- [What the task asks] The full listing should be written out verbatim, and its images should be dropped.

- [Records to use]
▬▬▬
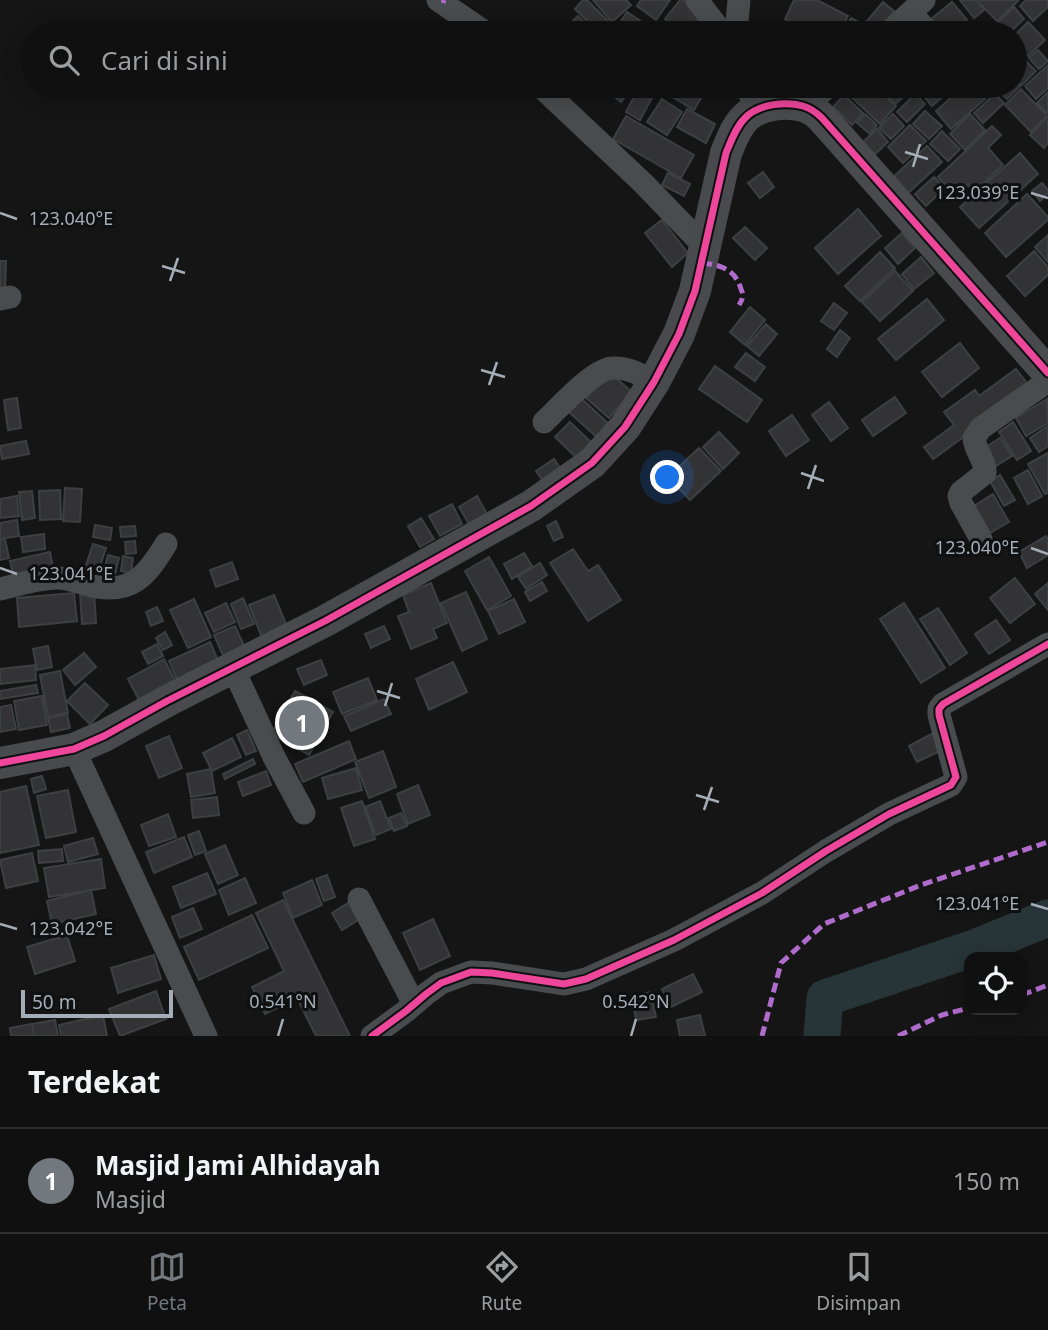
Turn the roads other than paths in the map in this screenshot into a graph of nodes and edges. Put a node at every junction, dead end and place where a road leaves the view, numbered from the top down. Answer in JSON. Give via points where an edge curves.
{"nodes":[{"id":1,"x":438,"y":0,"type":"edge"},
{"id":2,"x":697,"y":0,"type":"edge"},
{"id":3,"x":739,"y":0,"type":"edge"},
{"id":4,"x":917,"y":6,"type":"edge"},
{"id":5,"x":469,"y":21,"type":"edge"},
{"id":6,"x":713,"y":21,"type":"edge"},
{"id":7,"x":737,"y":21,"type":"edge"},
{"id":8,"x":901,"y":21,"type":"edge"},
{"id":9,"x":553,"y":98,"type":"edge"},
{"id":10,"x":751,"y":98,"type":"edge"},
{"id":11,"x":814,"y":98,"type":"edge"},
{"id":12,"x":804,"y":106,"type":"junction"},
{"id":13,"x":705,"y":247,"type":"junction"},
{"id":14,"x":1048,"y":373,"type":"edge"},
{"id":15,"x":1048,"y":381,"type":"edge"},
{"id":16,"x":654,"y":382,"type":"junction"},
{"id":17,"x":544,"y":422,"type":"dead end"},
{"id":18,"x":981,"y":539,"type":"dead end"},
{"id":19,"x":166,"y":544,"type":"dead end"},
{"id":20,"x":0,"y":589,"type":"edge"},
{"id":21,"x":1048,"y":644,"type":"edge"},
{"id":22,"x":233,"y":668,"type":"junction"},
{"id":23,"x":74,"y":749,"type":"junction"},
{"id":24,"x":0,"y":763,"type":"edge"},
{"id":25,"x":304,"y":813,"type":"dead end"},
{"id":26,"x":359,"y":899,"type":"dead end"},
{"id":27,"x":414,"y":1004,"type":"junction"},
{"id":28,"x":206,"y":1036,"type":"edge"},
{"id":29,"x":372,"y":1036,"type":"edge"}],
"edges":[{"from":1,"to":5,"type":"street"},
{"from":2,"to":6,"type":"street"},
{"from":3,"to":7,"type":"street"},
{"from":4,"to":8,"type":"street"},
{"from":9,"to":13,"type":"street"},
{"from":10,"to":12,"type":"street"},
{"from":10,"to":13,"type":"street","via":[[726,153]]},
{"from":11,"to":12,"type":"street"},
{"from":12,"to":14,"type":"street","via":[[853,150]]},
{"from":13,"to":16,"type":"street","via":[[683,323]]},
{"from":15,"to":18,"type":"street","via":[[981,428],[974,438],[985,473],[959,495]]},
{"from":16,"to":17,"type":"street","via":[[628,370],[604,369]]},
{"from":16,"to":22,"type":"street","via":[[607,448],[531,506]]},
{"from":19,"to":20,"type":"street","via":[[148,572],[126,586],[110,589],[61,578]]},
{"from":21,"to":27,"type":"street","via":[[939,709],[956,778],[951,785],[889,814],[762,893],[674,940],[586,979],[565,984],[471,972],[441,983]]},
{"from":22,"to":23,"type":"street"},
{"from":22,"to":25,"type":"street"},
{"from":23,"to":24,"type":"street"},
{"from":23,"to":28,"type":"street"},
{"from":26,"to":27,"type":"street"},
{"from":27,"to":29,"type":"street"}]}
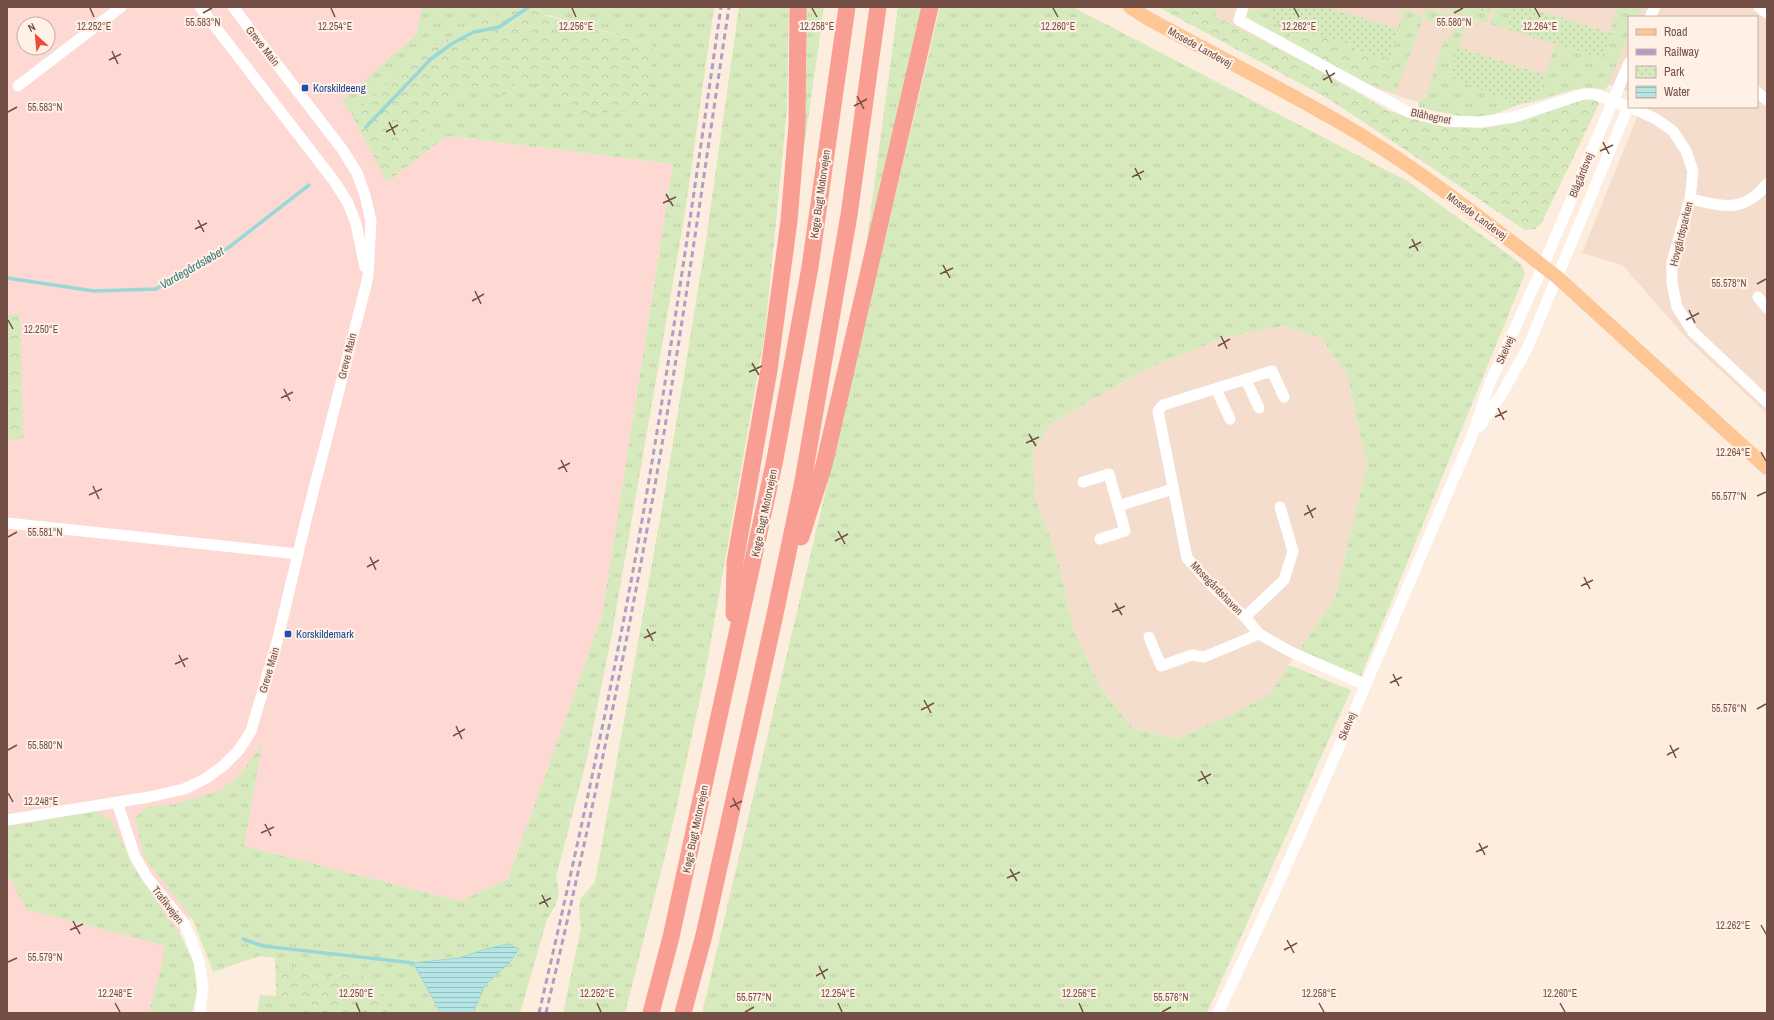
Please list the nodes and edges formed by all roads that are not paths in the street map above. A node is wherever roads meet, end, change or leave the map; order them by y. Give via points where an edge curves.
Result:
▬▬▬
- [Expected output]
Turn the roads other than paths in the map in this screenshot into a graph of nodes and edges. Put a node at every junction, dead end and place where a road leaves the view, numbered from the top down. Answer in JSON. Give via points where an edge curves.
{"nodes":[{"id":1,"x":438,"y":0,"type":"edge"},
{"id":2,"x":697,"y":0,"type":"edge"},
{"id":3,"x":739,"y":0,"type":"edge"},
{"id":4,"x":917,"y":6,"type":"edge"},
{"id":5,"x":469,"y":21,"type":"edge"},
{"id":6,"x":713,"y":21,"type":"edge"},
{"id":7,"x":737,"y":21,"type":"edge"},
{"id":8,"x":901,"y":21,"type":"edge"},
{"id":9,"x":553,"y":98,"type":"edge"},
{"id":10,"x":751,"y":98,"type":"edge"},
{"id":11,"x":814,"y":98,"type":"edge"},
{"id":12,"x":804,"y":106,"type":"junction"},
{"id":13,"x":705,"y":247,"type":"junction"},
{"id":14,"x":1048,"y":373,"type":"edge"},
{"id":15,"x":1048,"y":381,"type":"edge"},
{"id":16,"x":654,"y":382,"type":"junction"},
{"id":17,"x":544,"y":422,"type":"dead end"},
{"id":18,"x":981,"y":539,"type":"dead end"},
{"id":19,"x":166,"y":544,"type":"dead end"},
{"id":20,"x":0,"y":589,"type":"edge"},
{"id":21,"x":1048,"y":644,"type":"edge"},
{"id":22,"x":233,"y":668,"type":"junction"},
{"id":23,"x":74,"y":749,"type":"junction"},
{"id":24,"x":0,"y":763,"type":"edge"},
{"id":25,"x":304,"y":813,"type":"dead end"},
{"id":26,"x":359,"y":899,"type":"dead end"},
{"id":27,"x":414,"y":1004,"type":"junction"},
{"id":28,"x":206,"y":1036,"type":"edge"},
{"id":29,"x":372,"y":1036,"type":"edge"}],
"edges":[{"from":1,"to":5,"type":"street"},
{"from":2,"to":6,"type":"street"},
{"from":3,"to":7,"type":"street"},
{"from":4,"to":8,"type":"street"},
{"from":9,"to":13,"type":"street"},
{"from":10,"to":12,"type":"street"},
{"from":10,"to":13,"type":"street","via":[[726,153]]},
{"from":11,"to":12,"type":"street"},
{"from":12,"to":14,"type":"street","via":[[853,150]]},
{"from":13,"to":16,"type":"street","via":[[683,323]]},
{"from":15,"to":18,"type":"street","via":[[981,428],[974,438],[985,473],[959,495]]},
{"from":16,"to":17,"type":"street","via":[[628,370],[604,369]]},
{"from":16,"to":22,"type":"street","via":[[607,448],[531,506]]},
{"from":19,"to":20,"type":"street","via":[[148,572],[126,586],[110,589],[61,578]]},
{"from":21,"to":27,"type":"street","via":[[939,709],[956,778],[951,785],[889,814],[762,893],[674,940],[586,979],[565,984],[471,972],[441,983]]},
{"from":22,"to":23,"type":"street"},
{"from":22,"to":25,"type":"street"},
{"from":23,"to":24,"type":"street"},
{"from":23,"to":28,"type":"street"},
{"from":26,"to":27,"type":"street"},
{"from":27,"to":29,"type":"street"}]}
Please list the nodes and edges formed by all roads that are not paths in the street map above. A node is wherever roads meet, end, change or leave the map; order them by y. Give via points where an edge curves.
Result:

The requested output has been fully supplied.